Amish find refuge in Wisconsin
Levi Fisher's ancestors farmed the fertile land of eastern Pennsylvania for more than 275 years while living a quiet, traditional Amish lifestyle.Who knew that the Amish needed to get away from the rat race?
But squeezed in recent years by encroaching suburbia, rising land prices and increasing tourism, Fisher sought a place that reminded him how things used to be. He found it in the rolling pastures of southwest Wisconsin.
Fisher moved here in 1999 with a dozen children. Soon after, his brother Henry and family followed.
Now the Fisher clan is building a cinder-block house on its 118 acres for a third brother, Gideon, who moved this month with his wife and six children from Pennsylvania.
"We don't like the rat race out east," Gideon Fisher, 38, said while installing a window in his new home.
Actually, I'm just teasing. If you are familiar with Lancaster County, Pennsylvania, you know that it has become a Philadelphia suburb and an Amish "theme park." I can sympathize with their plight.
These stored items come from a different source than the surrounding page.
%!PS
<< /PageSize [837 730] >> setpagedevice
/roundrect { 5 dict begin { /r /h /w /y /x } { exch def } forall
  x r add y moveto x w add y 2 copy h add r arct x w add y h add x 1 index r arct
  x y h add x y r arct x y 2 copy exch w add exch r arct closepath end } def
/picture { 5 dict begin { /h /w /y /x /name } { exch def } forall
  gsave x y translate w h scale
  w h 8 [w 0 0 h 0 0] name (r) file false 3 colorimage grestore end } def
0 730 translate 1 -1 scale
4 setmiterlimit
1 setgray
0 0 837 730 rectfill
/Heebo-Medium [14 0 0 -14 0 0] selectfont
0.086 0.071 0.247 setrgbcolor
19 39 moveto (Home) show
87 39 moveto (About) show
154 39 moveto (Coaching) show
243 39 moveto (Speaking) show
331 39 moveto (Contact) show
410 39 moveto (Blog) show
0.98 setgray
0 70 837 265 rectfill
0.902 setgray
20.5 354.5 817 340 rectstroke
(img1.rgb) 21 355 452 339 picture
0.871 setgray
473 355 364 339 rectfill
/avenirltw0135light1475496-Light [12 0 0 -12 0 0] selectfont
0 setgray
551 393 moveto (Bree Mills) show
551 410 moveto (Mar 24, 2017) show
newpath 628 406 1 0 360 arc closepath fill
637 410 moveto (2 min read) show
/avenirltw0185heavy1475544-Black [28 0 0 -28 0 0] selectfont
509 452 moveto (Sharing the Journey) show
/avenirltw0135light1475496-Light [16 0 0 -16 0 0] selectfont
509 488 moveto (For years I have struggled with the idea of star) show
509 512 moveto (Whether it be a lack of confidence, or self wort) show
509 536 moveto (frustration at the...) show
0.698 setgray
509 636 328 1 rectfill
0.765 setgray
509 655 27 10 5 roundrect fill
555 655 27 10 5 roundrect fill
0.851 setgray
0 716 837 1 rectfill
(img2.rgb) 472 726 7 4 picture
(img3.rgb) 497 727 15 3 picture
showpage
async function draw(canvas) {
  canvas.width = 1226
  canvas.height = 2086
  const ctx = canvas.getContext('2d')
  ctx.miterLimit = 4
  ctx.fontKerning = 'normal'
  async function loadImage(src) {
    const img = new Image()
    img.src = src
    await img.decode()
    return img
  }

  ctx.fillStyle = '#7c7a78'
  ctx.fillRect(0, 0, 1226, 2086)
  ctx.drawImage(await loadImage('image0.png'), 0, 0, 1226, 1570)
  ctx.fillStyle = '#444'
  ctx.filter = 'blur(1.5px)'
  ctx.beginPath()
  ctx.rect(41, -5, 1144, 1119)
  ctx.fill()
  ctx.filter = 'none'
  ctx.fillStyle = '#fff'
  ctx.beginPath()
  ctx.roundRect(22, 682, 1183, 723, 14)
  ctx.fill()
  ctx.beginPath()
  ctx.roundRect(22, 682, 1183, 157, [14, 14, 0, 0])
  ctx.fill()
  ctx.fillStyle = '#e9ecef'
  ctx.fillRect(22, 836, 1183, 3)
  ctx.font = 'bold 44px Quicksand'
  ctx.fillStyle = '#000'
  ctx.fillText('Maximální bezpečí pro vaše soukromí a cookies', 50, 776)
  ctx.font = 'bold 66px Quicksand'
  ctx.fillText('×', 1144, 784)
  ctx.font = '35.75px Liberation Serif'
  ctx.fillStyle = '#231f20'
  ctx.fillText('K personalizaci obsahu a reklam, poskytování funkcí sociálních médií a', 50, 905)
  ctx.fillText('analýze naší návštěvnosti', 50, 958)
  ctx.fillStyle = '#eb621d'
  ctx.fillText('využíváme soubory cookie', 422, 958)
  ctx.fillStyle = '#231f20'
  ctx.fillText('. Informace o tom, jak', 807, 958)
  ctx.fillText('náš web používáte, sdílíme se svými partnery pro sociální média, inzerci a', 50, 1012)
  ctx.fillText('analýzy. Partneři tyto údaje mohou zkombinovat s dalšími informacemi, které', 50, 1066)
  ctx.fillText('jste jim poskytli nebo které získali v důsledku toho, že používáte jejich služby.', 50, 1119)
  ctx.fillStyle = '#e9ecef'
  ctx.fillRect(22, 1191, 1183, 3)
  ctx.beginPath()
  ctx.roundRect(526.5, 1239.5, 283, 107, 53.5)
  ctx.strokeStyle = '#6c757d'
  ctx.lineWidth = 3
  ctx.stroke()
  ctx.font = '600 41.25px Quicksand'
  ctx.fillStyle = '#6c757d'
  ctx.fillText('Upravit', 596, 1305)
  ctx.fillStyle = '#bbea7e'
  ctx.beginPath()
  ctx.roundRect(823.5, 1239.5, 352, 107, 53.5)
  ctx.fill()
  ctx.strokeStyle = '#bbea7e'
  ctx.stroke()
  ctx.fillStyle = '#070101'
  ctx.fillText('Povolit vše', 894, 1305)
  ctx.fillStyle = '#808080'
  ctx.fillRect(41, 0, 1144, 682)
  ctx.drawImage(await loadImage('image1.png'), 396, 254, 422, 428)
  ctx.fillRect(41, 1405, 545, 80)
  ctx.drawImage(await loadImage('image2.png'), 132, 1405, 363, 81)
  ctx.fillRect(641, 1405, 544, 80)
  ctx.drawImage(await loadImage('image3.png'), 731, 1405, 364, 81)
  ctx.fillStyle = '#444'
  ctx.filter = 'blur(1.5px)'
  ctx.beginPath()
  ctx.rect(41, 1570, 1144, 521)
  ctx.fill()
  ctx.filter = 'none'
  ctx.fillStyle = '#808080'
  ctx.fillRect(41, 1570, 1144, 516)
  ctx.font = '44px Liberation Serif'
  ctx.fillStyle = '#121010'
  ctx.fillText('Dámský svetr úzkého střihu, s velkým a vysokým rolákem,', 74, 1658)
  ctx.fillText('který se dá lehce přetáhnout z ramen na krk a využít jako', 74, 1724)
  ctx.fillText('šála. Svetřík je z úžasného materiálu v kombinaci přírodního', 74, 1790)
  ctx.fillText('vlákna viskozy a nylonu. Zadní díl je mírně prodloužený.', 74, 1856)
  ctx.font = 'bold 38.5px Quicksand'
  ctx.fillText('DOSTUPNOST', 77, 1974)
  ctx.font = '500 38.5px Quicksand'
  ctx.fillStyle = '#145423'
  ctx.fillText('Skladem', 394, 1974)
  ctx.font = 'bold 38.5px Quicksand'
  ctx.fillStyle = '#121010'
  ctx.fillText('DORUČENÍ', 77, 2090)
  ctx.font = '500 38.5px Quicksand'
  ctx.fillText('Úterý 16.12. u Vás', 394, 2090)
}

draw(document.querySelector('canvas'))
There's much more in the article, but I liked:
Hollywood has portrayed the Amish as shy, reclusive and backward people. In reality, the Amish are proving to be sharp business folks."Howdy, ma'am. I'm an Amish advance man."
"There is a certain tipping point for [the Amish], and when outsiders get too close, they move," said Richard Dawley, a writer who has chronicled the Amish in Wisconsin and conducts seminars around the state to teach residents about them.
"They are generally experts at buying low and selling high," Dawley said. "There is a calculated method to their moving. It's rather well thought out."
Before considering a region to move into, they send advance teams to scout out the properties, evaluate the quality of the soil, gauge the receptiveness of the locals and calculate land prices.